To the best of my knowledge, there’s
no such episode in that particular series’ canon, which only consists of eight
shows. Furthermore, that description fits "The Dead We Leave Behind" perfectly. Remember too, Ghost Story (1972) and Tales of the Unexpected (1977) were
virtual contemporaries, as well as both hour-long network TV horror
anthologies. Therefore, it’s easy to see how the two series might be confused. The same thing happens all the time with The
Twilight Zone and The Outer Limits. It’s all-too-easy
to mis-remember one as the other. Nobody’s
perfect. Believe me, I've certainly made my share of mistakes.
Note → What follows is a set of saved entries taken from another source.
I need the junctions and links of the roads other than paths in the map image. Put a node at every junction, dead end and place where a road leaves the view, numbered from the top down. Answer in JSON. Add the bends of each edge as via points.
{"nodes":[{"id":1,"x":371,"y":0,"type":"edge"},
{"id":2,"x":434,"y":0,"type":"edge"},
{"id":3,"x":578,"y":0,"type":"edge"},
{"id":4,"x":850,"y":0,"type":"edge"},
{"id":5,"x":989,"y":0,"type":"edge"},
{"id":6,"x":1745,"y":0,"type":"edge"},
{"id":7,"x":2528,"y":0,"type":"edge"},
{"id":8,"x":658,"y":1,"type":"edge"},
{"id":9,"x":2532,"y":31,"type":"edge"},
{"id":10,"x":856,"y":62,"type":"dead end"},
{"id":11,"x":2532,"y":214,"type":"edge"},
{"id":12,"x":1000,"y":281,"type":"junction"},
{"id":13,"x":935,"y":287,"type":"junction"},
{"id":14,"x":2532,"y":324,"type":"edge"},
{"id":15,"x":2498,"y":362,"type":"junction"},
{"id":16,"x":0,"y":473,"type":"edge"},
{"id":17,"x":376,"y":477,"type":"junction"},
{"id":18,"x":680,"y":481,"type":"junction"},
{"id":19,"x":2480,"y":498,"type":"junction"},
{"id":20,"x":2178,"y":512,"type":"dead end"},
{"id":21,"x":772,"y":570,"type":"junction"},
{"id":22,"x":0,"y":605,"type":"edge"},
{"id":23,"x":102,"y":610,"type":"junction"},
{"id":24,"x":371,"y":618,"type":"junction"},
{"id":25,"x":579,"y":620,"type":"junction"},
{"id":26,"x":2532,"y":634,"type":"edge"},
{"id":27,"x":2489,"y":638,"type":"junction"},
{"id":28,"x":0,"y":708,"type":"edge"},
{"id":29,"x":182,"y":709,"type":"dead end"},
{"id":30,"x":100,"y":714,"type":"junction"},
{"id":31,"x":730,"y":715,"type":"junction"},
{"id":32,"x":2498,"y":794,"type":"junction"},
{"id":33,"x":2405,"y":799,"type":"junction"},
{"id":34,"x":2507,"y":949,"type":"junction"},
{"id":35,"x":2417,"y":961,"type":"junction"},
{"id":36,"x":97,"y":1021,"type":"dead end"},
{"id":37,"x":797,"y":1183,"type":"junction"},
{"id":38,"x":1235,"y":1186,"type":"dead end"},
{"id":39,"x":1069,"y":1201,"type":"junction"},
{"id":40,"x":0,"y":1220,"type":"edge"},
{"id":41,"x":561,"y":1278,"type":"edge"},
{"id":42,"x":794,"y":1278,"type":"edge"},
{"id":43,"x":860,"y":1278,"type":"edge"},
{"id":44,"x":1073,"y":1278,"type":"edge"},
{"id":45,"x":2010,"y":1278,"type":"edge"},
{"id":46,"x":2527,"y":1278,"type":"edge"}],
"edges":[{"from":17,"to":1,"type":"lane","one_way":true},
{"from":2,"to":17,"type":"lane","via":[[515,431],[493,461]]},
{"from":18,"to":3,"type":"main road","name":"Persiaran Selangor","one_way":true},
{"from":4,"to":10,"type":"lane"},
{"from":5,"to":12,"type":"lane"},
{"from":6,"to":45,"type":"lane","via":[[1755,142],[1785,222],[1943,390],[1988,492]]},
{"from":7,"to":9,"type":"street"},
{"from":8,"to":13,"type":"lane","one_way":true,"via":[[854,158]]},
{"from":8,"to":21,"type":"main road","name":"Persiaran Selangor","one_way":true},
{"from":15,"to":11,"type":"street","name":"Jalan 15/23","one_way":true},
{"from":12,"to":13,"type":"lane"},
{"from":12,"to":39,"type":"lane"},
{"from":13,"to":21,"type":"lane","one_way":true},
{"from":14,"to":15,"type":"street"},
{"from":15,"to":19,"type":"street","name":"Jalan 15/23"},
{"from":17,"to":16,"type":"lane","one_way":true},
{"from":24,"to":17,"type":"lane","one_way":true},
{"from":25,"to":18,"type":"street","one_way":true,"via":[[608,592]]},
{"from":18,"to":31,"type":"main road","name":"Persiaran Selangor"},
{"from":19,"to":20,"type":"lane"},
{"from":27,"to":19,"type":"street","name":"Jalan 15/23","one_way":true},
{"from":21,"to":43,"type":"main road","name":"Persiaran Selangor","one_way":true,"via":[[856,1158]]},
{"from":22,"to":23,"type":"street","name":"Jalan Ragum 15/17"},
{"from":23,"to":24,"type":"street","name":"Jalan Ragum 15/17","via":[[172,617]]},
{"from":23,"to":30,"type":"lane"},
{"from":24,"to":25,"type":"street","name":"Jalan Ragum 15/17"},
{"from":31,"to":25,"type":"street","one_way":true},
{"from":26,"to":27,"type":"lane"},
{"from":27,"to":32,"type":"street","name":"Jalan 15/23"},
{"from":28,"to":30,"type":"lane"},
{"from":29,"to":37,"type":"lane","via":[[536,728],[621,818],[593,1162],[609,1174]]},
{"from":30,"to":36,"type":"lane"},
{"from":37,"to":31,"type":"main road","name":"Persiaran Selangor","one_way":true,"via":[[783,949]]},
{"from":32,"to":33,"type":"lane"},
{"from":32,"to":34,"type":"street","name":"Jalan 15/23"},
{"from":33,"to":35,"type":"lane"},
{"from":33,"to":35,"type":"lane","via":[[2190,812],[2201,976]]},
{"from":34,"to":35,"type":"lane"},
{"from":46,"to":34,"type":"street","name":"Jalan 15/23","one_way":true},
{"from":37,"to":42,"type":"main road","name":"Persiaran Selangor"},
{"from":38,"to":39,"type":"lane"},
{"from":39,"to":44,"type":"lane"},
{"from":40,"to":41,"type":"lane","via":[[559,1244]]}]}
And from a certain perspective the tale could easily be interpreted as the story of a man losing his mind, responding to the sounds of his guilty conscience. The episode doesn’t come flat out and state it, but it is strongly suggested that Elliot has killed Joanna’s lovers before, and made it look like am accident each time.
We arrive in media res, then, as his grip on reality is already growing more tenuous. The episode begins with Elliot having a dream involving the television, a dream that reveals his anger, and his connection with a dead man.
The
powerful idea expressed here is one of inevitability. The TV just won’t shut up, even after Elliot
takes an axe to it. He can’t escape the
television, just as he can’t escape the fact that he has committed murder. He has made a trap for himself, and very soon…it
springs. As viewers, we both desire to
see Elliott escape his pre-ordained fate and face punishment for his bad deeds.
I’m
a big fan of E.C.-styled stories such as “The Dead We Leave Behind,” ones where
the scales of cosmic justice are righted, and we get a final closing shot (or
comic book frame) that reveals how the bad have been punished. In this case, Elliot’s corpse shares ground
with Joanna and one of her lovers…all one big happy family…forever. Yikes.
Next
week on Ghost Story an episode as bad as this one is good: “The Concrete
Captain.”
This episode gave me nightmares.I still remember it as a 5 year old in 1972. I was being babysat with my 15 year old sister while my parents were out. Boy, were they pissed at her for letting me watch it. Scary as hell, even today.
ReplyDeleteWho told Stella Stevens she could act? I doubt she could chase a pair of pants effectively. Meanwhile, how did she and her lover get so neatly re-buried alongside Robards at the end? And when people die, they just get buried before they resurrect, no questions asked. I guess Boring's punishment comes when he has to dig a grave in rocks and clay...everybody else is buried in the shed about two inches deep! Incredible.